I have out found out that when $f(x)=1$ this inequality is satisfied
So I tried to prove by contradictory by supposing where when there exists $a$ that satisfies $f(a)>1$ or when satisfies $0<f(a)<1$, but I failed.

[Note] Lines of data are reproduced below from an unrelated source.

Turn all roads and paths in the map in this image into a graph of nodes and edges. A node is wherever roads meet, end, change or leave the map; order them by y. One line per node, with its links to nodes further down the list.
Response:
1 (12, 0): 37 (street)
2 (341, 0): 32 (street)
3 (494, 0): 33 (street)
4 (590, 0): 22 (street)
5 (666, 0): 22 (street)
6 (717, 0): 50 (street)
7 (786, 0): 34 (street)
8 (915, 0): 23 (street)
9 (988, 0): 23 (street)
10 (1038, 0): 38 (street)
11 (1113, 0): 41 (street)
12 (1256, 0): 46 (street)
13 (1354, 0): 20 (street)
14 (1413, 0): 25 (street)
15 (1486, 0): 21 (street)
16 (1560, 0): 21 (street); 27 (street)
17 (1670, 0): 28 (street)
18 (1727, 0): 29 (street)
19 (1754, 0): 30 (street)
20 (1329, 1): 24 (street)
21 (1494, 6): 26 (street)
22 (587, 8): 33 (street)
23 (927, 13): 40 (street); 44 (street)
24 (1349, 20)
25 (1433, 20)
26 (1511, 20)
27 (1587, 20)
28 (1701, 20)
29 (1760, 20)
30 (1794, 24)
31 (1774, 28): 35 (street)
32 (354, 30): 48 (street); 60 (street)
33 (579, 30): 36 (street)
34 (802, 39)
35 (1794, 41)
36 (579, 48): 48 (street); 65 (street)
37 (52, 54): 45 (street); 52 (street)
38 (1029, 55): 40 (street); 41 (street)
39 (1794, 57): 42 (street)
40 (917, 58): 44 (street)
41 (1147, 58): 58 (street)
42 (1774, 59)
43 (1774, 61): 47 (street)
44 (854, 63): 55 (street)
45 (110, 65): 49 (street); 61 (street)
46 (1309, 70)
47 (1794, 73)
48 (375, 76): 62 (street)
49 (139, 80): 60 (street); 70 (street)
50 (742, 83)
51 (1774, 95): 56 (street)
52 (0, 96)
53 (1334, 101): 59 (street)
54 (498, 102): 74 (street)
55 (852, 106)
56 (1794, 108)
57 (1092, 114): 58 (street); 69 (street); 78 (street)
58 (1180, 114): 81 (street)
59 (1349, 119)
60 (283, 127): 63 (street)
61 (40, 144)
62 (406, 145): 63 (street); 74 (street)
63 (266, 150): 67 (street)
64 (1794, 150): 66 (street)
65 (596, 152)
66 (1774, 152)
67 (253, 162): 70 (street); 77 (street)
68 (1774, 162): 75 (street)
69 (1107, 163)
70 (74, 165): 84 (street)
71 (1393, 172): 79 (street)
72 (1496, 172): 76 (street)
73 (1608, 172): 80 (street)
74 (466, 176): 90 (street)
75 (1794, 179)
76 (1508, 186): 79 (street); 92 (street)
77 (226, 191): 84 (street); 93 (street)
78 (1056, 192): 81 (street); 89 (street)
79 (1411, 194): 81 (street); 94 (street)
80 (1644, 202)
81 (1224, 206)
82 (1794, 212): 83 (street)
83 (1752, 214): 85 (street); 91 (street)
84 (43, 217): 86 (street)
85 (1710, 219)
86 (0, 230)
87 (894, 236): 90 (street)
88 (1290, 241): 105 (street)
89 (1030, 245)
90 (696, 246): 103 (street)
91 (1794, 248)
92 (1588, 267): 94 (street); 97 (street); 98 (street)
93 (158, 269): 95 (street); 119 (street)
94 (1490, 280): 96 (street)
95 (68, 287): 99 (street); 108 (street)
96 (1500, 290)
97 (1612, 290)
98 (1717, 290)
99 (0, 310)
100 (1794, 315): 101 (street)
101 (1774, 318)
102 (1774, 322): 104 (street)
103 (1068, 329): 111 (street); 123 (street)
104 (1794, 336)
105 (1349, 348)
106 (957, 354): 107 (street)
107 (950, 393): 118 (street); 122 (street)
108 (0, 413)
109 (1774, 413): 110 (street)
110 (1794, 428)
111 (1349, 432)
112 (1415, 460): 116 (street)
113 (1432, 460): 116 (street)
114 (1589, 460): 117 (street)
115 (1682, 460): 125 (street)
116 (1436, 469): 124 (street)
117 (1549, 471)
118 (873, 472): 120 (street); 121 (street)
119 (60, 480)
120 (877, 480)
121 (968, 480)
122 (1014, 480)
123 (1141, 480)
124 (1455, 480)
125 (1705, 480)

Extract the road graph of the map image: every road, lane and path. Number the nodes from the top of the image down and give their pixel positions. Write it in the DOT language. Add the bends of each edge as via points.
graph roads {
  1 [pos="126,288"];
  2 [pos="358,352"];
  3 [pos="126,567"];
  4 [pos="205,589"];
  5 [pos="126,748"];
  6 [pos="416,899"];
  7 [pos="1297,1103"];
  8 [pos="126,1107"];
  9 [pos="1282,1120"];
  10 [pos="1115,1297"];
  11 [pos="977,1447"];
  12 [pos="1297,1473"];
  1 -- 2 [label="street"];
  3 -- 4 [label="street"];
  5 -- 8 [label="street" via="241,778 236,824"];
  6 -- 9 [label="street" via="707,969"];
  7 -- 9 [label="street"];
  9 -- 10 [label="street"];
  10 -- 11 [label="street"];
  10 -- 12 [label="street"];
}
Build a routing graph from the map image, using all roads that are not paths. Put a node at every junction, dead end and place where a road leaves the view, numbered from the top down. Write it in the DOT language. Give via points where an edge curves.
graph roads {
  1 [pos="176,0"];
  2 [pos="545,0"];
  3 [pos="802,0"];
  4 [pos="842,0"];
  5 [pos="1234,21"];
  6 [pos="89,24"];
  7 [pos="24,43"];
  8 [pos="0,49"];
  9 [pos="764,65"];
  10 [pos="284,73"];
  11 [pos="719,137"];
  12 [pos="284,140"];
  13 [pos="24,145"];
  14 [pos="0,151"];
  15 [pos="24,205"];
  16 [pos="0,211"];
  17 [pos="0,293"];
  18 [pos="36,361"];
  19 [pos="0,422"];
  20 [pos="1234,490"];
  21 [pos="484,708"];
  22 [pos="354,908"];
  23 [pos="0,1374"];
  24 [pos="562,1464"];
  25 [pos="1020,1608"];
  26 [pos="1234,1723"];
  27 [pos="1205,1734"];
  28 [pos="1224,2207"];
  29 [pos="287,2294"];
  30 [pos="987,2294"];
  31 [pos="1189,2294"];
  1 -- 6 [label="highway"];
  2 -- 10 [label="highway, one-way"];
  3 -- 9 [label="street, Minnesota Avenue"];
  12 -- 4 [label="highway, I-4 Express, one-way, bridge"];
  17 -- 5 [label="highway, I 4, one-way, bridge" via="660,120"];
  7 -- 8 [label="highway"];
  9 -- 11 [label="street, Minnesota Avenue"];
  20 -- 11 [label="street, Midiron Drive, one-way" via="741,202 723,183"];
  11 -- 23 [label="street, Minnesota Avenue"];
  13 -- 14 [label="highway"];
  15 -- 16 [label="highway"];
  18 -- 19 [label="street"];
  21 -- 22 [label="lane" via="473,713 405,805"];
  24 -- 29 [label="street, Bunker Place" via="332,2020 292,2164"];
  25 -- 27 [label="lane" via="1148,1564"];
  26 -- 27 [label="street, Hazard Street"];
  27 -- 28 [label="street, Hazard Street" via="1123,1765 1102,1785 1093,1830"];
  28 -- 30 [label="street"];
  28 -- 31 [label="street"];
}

Intro: Let $f:[0,\infty]\to[0,\infty]$ such that: $$2f(x)f(1)\stackrel{(A)}{\le}f(x)f(1)+1\stackrel{(B)}{\le}2f(2x) $$
Lower bound: I'll now create a recurrence sequence $(a_n)_\mathbb N$ such that $f(x)\ge a_n\; \forall n$, let $a_1=0$: $$2f(x)\stackrel{(B)}{\ge}f(x/2)f(1)+1\ge 0+1 \implies f(x)\ge 1/2=:a_2 \;\forall x\in[0,\infty]. $$ Repeating the same steps with $a_2$: $$2f(x)\stackrel{(B)}{\ge}f(x/2)f(1)+1\ge a_2^2+1 \implies f(x)\ge \frac{a_2^2+1}{2}=:a_3\;\forall x\in[0,\infty].$$ So we get that $f(x)\ge a_n$ with $a_n$ that meets $a_{n+1}=\frac{a_n^2+1}{2}$. Furthermore $a_n$ is monotone ($\frac{a_n^2+1}{2}\ge a_n \iff \frac{(a_n-1)^2}{2}\ge 0$) and its limit to infinity is clearly $1$: $$l=\lim a_n=\lim \frac{a_n^2+1}{2}=\frac{l^2+1}{2}\implies l=1.$$ Hence $f(x)\ge1\; \forall x\in[0,\infty].$
Upper bound: From (A) we get $f(x)\le f(1)^{-1}$ but for the previous part $f(1)^{-1}\le 1\implies f(x)\le 1\; \forall x\in[0,\infty].$
Conclusion: $1\le f(x)\le 1\implies f$ is the constant function $f(x)=1.$